During the question-and-answer session, one audience member asked, "Can anything turn around the economy other than massive government spending?" (Consensus answer: no.) Another member of the audience followed up by emphasizing that Democrats needed to create more projects like Franklin D. Roosevelt's Works Progress Administration. "When are we going to stop worrying about what the Tea Party is going to say, and just do what we need to do?" he shouted with frustration.

THE SPEECHES FROM the top elected Democrats at the conference made it clear that there is at least some concern that a demoralized base could cost them in November. Obama himself felt compelled to address the audience through a video message.

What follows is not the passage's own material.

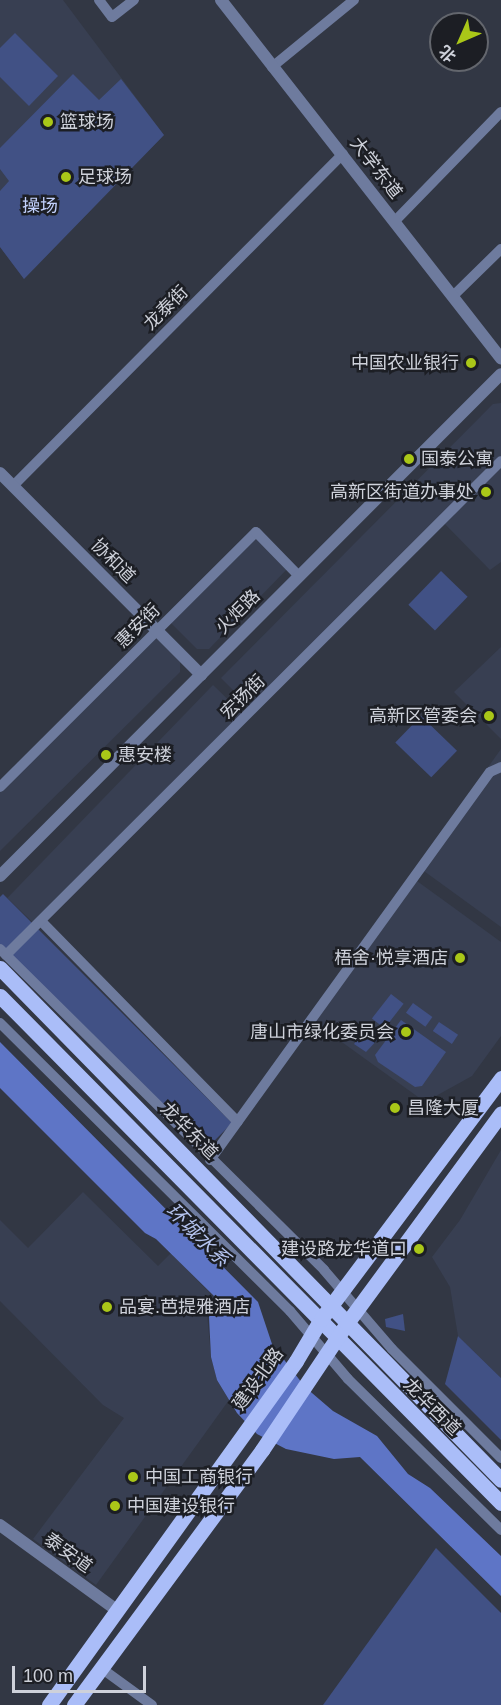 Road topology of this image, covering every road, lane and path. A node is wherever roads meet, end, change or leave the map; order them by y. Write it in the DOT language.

He conceded that "Change has not come fast enough for too many Americans, I know that," and continued: "It hasn't come fast enough for me either. And I know it hasn't come fast enough for many of you who fought so hard during the election. The fact is, it took years to get here. It'll take time to get us out. We've known that since the beginning of our campaign. But I hope you take a moment to consider all that we've accomplished."

The video then cut to a clip from The Rachel Maddow Show in which the MSNBC host recounted all of the legislation Obama had signed over his first year and a half in office. "So in ways large and small, we've begun to deliver on the change we've fought so hard for," he said. "We're not done. We're working to repeal 'Don't Ask Don't Tell.' We're working to close Guantanamo in a responsible way. Thanks to the heroism of our troops, we are poised to end our combat mission in Iraq by the end of August."

With that, he made his pitch for the liberal base to get fired up for the midterm elections.

"We're moving America forward," he said. "When we've come this far, we can't afford to slide back. And that's the choice America faces this November. Between going back to the failed policies that got us into this mess, and moving forward with policies that are leading us out."

This same basic sentiment was echoed by Reid and House Speaker Nancy Pelosi when they addressed the crowd in person the same day. Sen. Al Franken, delivering the closing keynote address of the conference, seemed particularly concerned, noting that anger toward the Bush administration prompted liberals to work hard to throw Republicans out of power in 2006 and 2008, and this year it's conservatives who are angry and enthusiastic about sending Democrats packing.

After spending three days listening to progressives complain about how disappointed they have been in the failure of the Democratic Congress and President Obama to advance key aspects of their agenda, I almost felt like shaking them, and saying: "Sorry, but this is the best it's going to get for you. If you aren't happy now, you never will be."